▸ Supplied records:
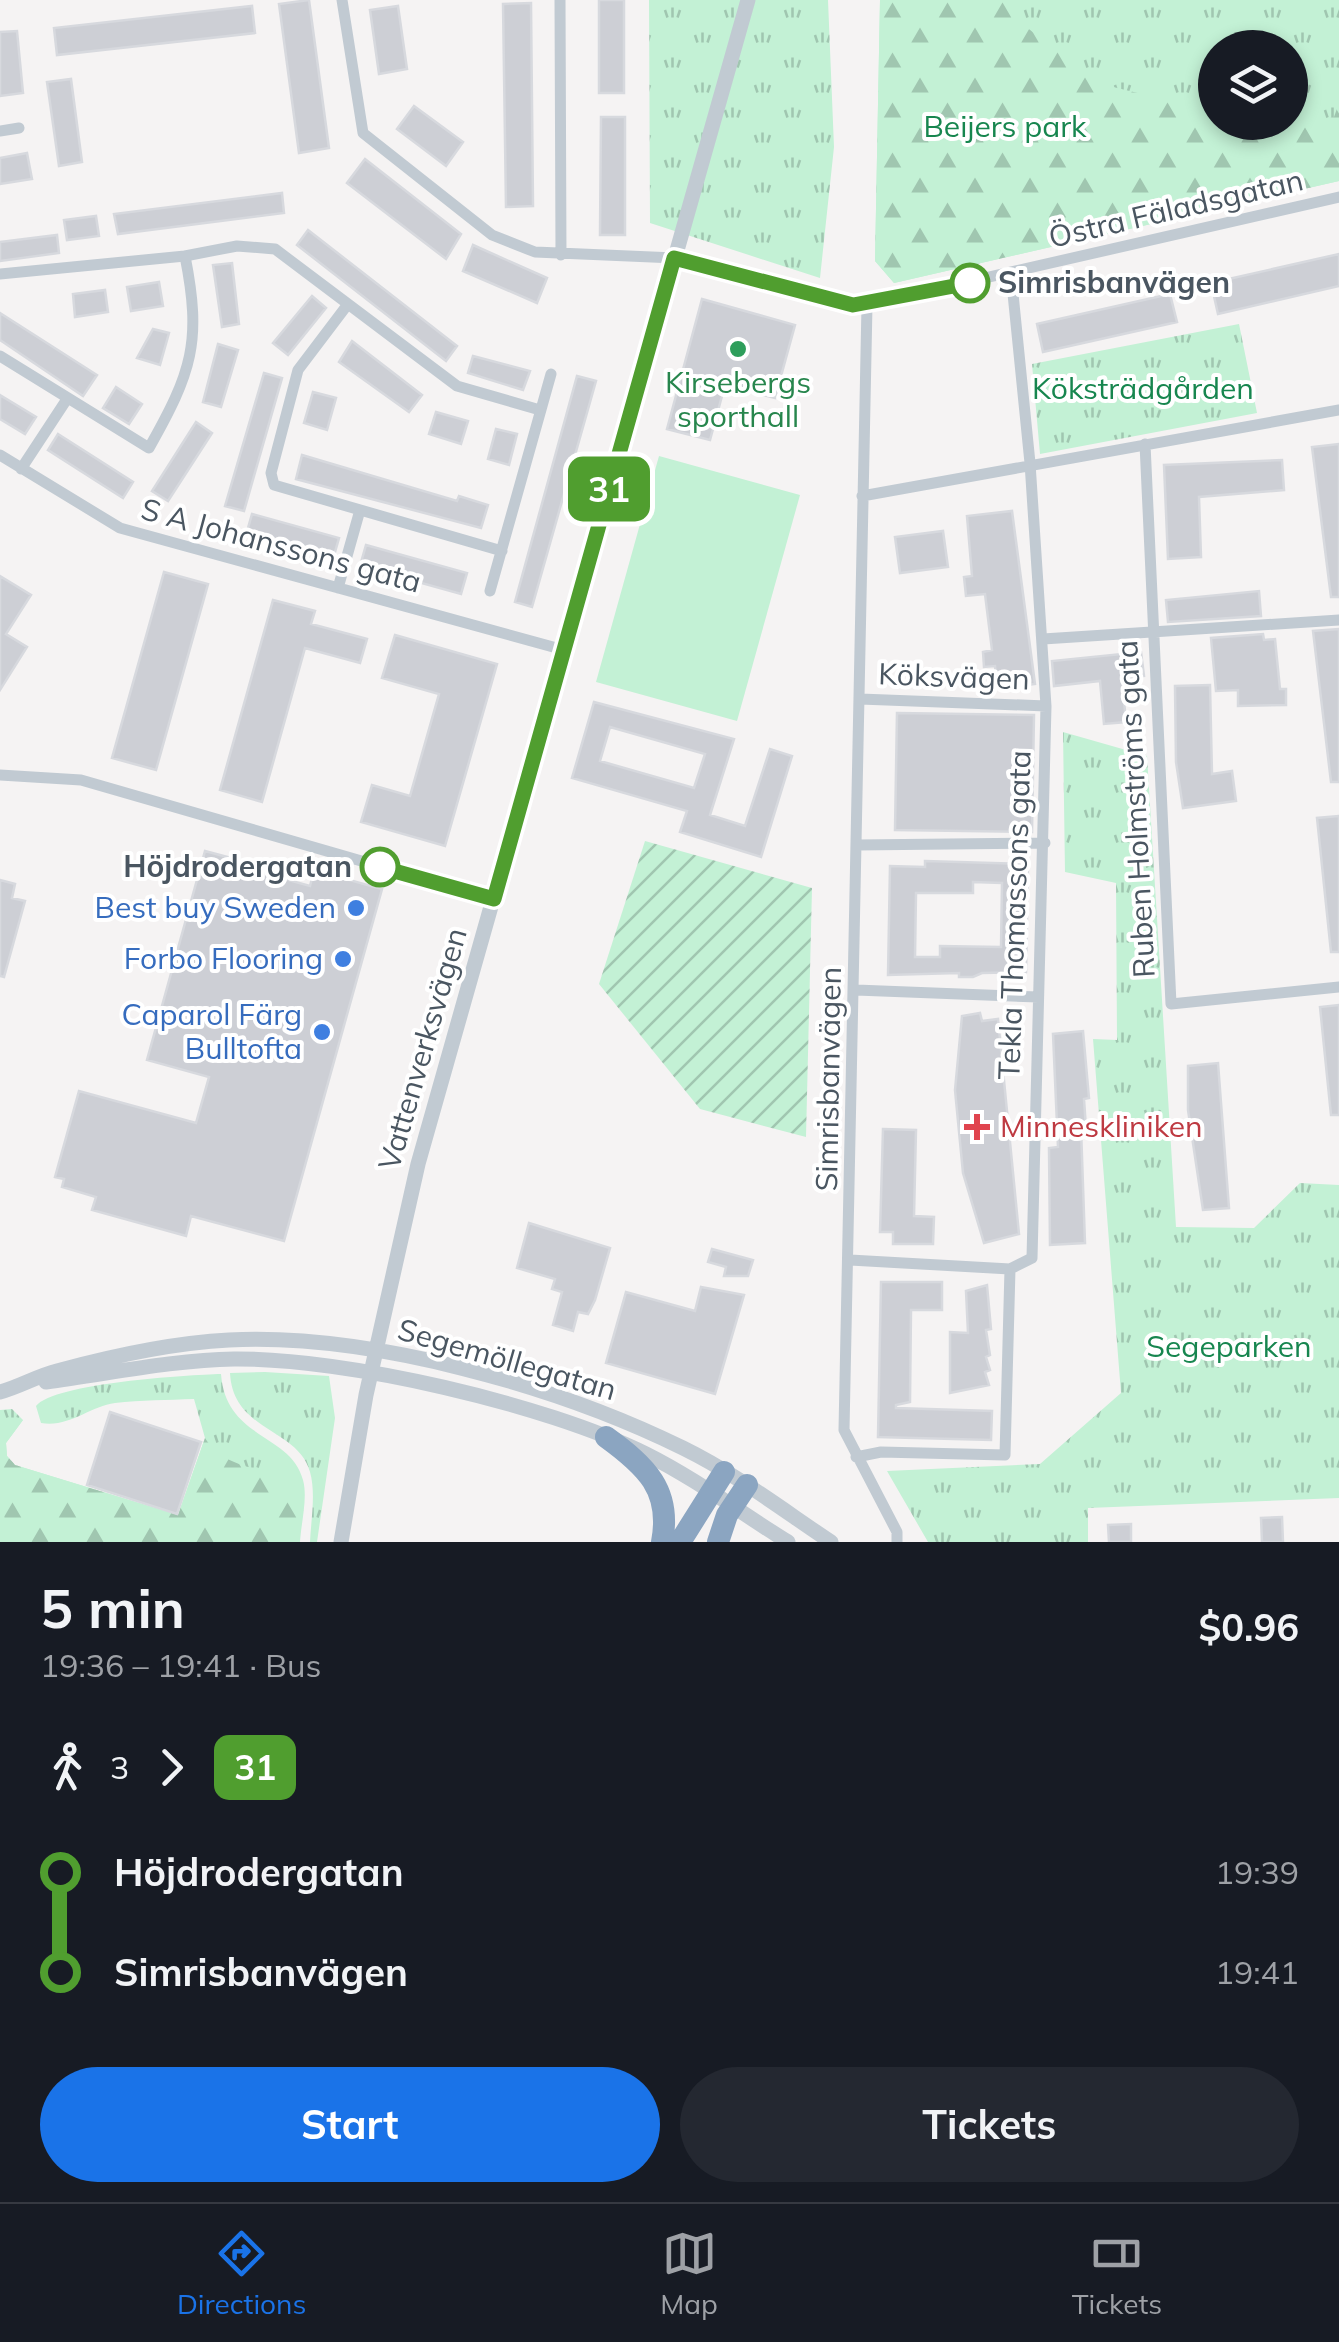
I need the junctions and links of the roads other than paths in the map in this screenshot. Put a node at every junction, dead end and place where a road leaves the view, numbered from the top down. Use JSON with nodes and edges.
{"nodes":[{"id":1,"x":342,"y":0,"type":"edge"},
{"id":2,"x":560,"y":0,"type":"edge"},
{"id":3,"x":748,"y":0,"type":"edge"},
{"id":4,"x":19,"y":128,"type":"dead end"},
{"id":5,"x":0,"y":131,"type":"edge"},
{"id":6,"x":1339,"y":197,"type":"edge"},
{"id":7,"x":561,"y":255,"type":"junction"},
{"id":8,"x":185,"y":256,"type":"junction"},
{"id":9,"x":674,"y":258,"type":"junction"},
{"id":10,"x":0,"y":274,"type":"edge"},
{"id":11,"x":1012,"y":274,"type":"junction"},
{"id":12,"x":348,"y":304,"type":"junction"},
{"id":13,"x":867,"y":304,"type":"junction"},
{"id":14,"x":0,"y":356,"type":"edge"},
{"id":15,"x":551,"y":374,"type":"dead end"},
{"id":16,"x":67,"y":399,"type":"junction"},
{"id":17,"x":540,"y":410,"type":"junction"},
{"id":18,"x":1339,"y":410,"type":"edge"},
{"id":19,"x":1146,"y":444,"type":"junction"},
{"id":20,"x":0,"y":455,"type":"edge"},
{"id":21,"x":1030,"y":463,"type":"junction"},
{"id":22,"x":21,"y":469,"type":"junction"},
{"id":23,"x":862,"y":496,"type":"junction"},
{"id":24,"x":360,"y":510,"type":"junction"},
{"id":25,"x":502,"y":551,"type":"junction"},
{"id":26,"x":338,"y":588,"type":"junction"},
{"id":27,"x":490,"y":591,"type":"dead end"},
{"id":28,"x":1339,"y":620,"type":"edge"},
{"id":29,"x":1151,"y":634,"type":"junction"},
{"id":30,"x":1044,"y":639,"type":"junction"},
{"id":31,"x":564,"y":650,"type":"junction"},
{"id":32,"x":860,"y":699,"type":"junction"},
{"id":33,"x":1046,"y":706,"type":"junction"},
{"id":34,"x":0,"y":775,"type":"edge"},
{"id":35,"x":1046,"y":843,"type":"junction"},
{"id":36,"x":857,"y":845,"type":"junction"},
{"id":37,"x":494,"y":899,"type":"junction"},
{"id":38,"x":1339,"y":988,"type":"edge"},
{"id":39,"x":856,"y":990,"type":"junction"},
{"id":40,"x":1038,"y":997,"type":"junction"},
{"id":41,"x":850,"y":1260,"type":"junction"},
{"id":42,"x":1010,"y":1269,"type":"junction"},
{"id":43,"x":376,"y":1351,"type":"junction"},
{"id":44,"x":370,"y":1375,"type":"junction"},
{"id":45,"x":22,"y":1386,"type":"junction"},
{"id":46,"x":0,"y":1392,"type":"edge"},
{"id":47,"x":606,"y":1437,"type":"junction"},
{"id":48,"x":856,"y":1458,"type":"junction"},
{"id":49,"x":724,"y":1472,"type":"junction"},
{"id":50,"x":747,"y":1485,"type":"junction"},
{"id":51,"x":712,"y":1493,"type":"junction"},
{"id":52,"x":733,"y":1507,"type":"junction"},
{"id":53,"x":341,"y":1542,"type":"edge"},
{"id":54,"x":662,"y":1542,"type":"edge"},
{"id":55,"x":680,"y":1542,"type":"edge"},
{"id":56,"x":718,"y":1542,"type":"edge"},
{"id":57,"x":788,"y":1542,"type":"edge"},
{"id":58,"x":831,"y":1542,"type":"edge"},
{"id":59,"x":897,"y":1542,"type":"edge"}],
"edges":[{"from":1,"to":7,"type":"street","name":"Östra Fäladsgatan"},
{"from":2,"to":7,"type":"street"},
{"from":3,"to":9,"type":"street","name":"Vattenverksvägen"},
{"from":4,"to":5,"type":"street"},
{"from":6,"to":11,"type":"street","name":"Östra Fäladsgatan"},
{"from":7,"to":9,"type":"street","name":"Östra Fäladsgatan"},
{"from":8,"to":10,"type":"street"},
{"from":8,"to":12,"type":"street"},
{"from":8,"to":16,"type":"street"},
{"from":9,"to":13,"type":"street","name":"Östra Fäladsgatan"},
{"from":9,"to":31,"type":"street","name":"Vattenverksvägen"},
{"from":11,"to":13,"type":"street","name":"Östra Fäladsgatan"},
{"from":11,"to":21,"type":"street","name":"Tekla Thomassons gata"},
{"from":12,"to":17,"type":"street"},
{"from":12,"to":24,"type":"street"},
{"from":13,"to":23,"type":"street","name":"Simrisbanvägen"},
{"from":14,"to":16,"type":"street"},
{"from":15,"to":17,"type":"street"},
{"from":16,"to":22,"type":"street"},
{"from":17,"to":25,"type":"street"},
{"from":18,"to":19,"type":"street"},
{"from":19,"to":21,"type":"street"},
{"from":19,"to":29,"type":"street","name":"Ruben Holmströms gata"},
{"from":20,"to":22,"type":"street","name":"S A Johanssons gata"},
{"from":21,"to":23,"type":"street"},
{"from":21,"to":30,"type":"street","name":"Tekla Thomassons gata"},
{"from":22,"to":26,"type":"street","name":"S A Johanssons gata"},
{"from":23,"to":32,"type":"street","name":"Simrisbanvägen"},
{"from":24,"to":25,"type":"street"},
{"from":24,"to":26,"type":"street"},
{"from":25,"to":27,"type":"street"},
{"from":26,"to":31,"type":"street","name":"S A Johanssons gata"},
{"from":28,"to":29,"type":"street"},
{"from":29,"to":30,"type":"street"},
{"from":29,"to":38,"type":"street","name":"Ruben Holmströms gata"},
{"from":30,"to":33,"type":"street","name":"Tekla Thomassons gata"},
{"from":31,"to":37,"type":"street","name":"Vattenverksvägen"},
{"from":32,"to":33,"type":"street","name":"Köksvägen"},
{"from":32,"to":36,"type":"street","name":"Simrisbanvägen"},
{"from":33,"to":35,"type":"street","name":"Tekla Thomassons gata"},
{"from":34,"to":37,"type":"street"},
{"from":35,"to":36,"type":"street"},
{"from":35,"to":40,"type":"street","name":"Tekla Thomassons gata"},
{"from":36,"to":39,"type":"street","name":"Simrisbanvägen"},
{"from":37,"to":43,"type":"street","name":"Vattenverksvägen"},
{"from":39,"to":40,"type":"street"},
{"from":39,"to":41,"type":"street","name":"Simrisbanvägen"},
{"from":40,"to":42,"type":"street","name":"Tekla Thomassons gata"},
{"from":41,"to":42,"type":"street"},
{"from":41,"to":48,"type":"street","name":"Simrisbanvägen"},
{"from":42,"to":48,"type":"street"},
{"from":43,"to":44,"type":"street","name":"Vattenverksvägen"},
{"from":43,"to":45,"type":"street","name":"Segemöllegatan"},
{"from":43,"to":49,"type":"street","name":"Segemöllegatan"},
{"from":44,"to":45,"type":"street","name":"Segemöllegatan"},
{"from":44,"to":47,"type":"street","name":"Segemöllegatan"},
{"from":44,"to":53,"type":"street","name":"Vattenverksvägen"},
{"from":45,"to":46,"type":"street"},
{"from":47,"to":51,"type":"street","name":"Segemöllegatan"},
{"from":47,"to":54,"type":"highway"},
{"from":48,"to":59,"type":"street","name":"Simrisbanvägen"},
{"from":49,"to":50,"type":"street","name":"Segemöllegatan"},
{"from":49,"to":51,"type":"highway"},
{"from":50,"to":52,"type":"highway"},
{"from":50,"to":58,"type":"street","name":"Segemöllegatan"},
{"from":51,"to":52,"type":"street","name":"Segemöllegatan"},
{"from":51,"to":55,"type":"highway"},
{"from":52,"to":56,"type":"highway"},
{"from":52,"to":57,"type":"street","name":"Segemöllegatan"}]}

▸ Your task: Give all the entries again exactly, dropping each picture.

▸ Your response:
I need the junctions and links of the roads other than paths in the map in this screenshot. Put a node at every junction, dead end and place where a road leaves the view, numbered from the top down. Use JSON with nodes and edges.
{"nodes":[{"id":1,"x":342,"y":0,"type":"edge"},
{"id":2,"x":560,"y":0,"type":"edge"},
{"id":3,"x":748,"y":0,"type":"edge"},
{"id":4,"x":19,"y":128,"type":"dead end"},
{"id":5,"x":0,"y":131,"type":"edge"},
{"id":6,"x":1339,"y":197,"type":"edge"},
{"id":7,"x":561,"y":255,"type":"junction"},
{"id":8,"x":185,"y":256,"type":"junction"},
{"id":9,"x":674,"y":258,"type":"junction"},
{"id":10,"x":0,"y":274,"type":"edge"},
{"id":11,"x":1012,"y":274,"type":"junction"},
{"id":12,"x":348,"y":304,"type":"junction"},
{"id":13,"x":867,"y":304,"type":"junction"},
{"id":14,"x":0,"y":356,"type":"edge"},
{"id":15,"x":551,"y":374,"type":"dead end"},
{"id":16,"x":67,"y":399,"type":"junction"},
{"id":17,"x":540,"y":410,"type":"junction"},
{"id":18,"x":1339,"y":410,"type":"edge"},
{"id":19,"x":1146,"y":444,"type":"junction"},
{"id":20,"x":0,"y":455,"type":"edge"},
{"id":21,"x":1030,"y":463,"type":"junction"},
{"id":22,"x":21,"y":469,"type":"junction"},
{"id":23,"x":862,"y":496,"type":"junction"},
{"id":24,"x":360,"y":510,"type":"junction"},
{"id":25,"x":502,"y":551,"type":"junction"},
{"id":26,"x":338,"y":588,"type":"junction"},
{"id":27,"x":490,"y":591,"type":"dead end"},
{"id":28,"x":1339,"y":620,"type":"edge"},
{"id":29,"x":1151,"y":634,"type":"junction"},
{"id":30,"x":1044,"y":639,"type":"junction"},
{"id":31,"x":564,"y":650,"type":"junction"},
{"id":32,"x":860,"y":699,"type":"junction"},
{"id":33,"x":1046,"y":706,"type":"junction"},
{"id":34,"x":0,"y":775,"type":"edge"},
{"id":35,"x":1046,"y":843,"type":"junction"},
{"id":36,"x":857,"y":845,"type":"junction"},
{"id":37,"x":494,"y":899,"type":"junction"},
{"id":38,"x":1339,"y":988,"type":"edge"},
{"id":39,"x":856,"y":990,"type":"junction"},
{"id":40,"x":1038,"y":997,"type":"junction"},
{"id":41,"x":850,"y":1260,"type":"junction"},
{"id":42,"x":1010,"y":1269,"type":"junction"},
{"id":43,"x":376,"y":1351,"type":"junction"},
{"id":44,"x":370,"y":1375,"type":"junction"},
{"id":45,"x":22,"y":1386,"type":"junction"},
{"id":46,"x":0,"y":1392,"type":"edge"},
{"id":47,"x":606,"y":1437,"type":"junction"},
{"id":48,"x":856,"y":1458,"type":"junction"},
{"id":49,"x":724,"y":1472,"type":"junction"},
{"id":50,"x":747,"y":1485,"type":"junction"},
{"id":51,"x":712,"y":1493,"type":"junction"},
{"id":52,"x":733,"y":1507,"type":"junction"},
{"id":53,"x":341,"y":1542,"type":"edge"},
{"id":54,"x":662,"y":1542,"type":"edge"},
{"id":55,"x":680,"y":1542,"type":"edge"},
{"id":56,"x":718,"y":1542,"type":"edge"},
{"id":57,"x":788,"y":1542,"type":"edge"},
{"id":58,"x":831,"y":1542,"type":"edge"},
{"id":59,"x":897,"y":1542,"type":"edge"}],
"edges":[{"from":1,"to":7,"type":"street","name":"Östra Fäladsgatan"},
{"from":2,"to":7,"type":"street"},
{"from":3,"to":9,"type":"street","name":"Vattenverksvägen"},
{"from":4,"to":5,"type":"street"},
{"from":6,"to":11,"type":"street","name":"Östra Fäladsgatan"},
{"from":7,"to":9,"type":"street","name":"Östra Fäladsgatan"},
{"from":8,"to":10,"type":"street"},
{"from":8,"to":12,"type":"street"},
{"from":8,"to":16,"type":"street"},
{"from":9,"to":13,"type":"street","name":"Östra Fäladsgatan"},
{"from":9,"to":31,"type":"street","name":"Vattenverksvägen"},
{"from":11,"to":13,"type":"street","name":"Östra Fäladsgatan"},
{"from":11,"to":21,"type":"street","name":"Tekla Thomassons gata"},
{"from":12,"to":17,"type":"street"},
{"from":12,"to":24,"type":"street"},
{"from":13,"to":23,"type":"street","name":"Simrisbanvägen"},
{"from":14,"to":16,"type":"street"},
{"from":15,"to":17,"type":"street"},
{"from":16,"to":22,"type":"street"},
{"from":17,"to":25,"type":"street"},
{"from":18,"to":19,"type":"street"},
{"from":19,"to":21,"type":"street"},
{"from":19,"to":29,"type":"street","name":"Ruben Holmströms gata"},
{"from":20,"to":22,"type":"street","name":"S A Johanssons gata"},
{"from":21,"to":23,"type":"street"},
{"from":21,"to":30,"type":"street","name":"Tekla Thomassons gata"},
{"from":22,"to":26,"type":"street","name":"S A Johanssons gata"},
{"from":23,"to":32,"type":"street","name":"Simrisbanvägen"},
{"from":24,"to":25,"type":"street"},
{"from":24,"to":26,"type":"street"},
{"from":25,"to":27,"type":"street"},
{"from":26,"to":31,"type":"street","name":"S A Johanssons gata"},
{"from":28,"to":29,"type":"street"},
{"from":29,"to":30,"type":"street"},
{"from":29,"to":38,"type":"street","name":"Ruben Holmströms gata"},
{"from":30,"to":33,"type":"street","name":"Tekla Thomassons gata"},
{"from":31,"to":37,"type":"street","name":"Vattenverksvägen"},
{"from":32,"to":33,"type":"street","name":"Köksvägen"},
{"from":32,"to":36,"type":"street","name":"Simrisbanvägen"},
{"from":33,"to":35,"type":"street","name":"Tekla Thomassons gata"},
{"from":34,"to":37,"type":"street"},
{"from":35,"to":36,"type":"street"},
{"from":35,"to":40,"type":"street","name":"Tekla Thomassons gata"},
{"from":36,"to":39,"type":"street","name":"Simrisbanvägen"},
{"from":37,"to":43,"type":"street","name":"Vattenverksvägen"},
{"from":39,"to":40,"type":"street"},
{"from":39,"to":41,"type":"street","name":"Simrisbanvägen"},
{"from":40,"to":42,"type":"street","name":"Tekla Thomassons gata"},
{"from":41,"to":42,"type":"street"},
{"from":41,"to":48,"type":"street","name":"Simrisbanvägen"},
{"from":42,"to":48,"type":"street"},
{"from":43,"to":44,"type":"street","name":"Vattenverksvägen"},
{"from":43,"to":45,"type":"street","name":"Segemöllegatan"},
{"from":43,"to":49,"type":"street","name":"Segemöllegatan"},
{"from":44,"to":45,"type":"street","name":"Segemöllegatan"},
{"from":44,"to":47,"type":"street","name":"Segemöllegatan"},
{"from":44,"to":53,"type":"street","name":"Vattenverksvägen"},
{"from":45,"to":46,"type":"street"},
{"from":47,"to":51,"type":"street","name":"Segemöllegatan"},
{"from":47,"to":54,"type":"highway"},
{"from":48,"to":59,"type":"street","name":"Simrisbanvägen"},
{"from":49,"to":50,"type":"street","name":"Segemöllegatan"},
{"from":49,"to":51,"type":"highway"},
{"from":50,"to":52,"type":"highway"},
{"from":50,"to":58,"type":"street","name":"Segemöllegatan"},
{"from":51,"to":52,"type":"street","name":"Segemöllegatan"},
{"from":51,"to":55,"type":"highway"},
{"from":52,"to":56,"type":"highway"},
{"from":52,"to":57,"type":"street","name":"Segemöllegatan"}]}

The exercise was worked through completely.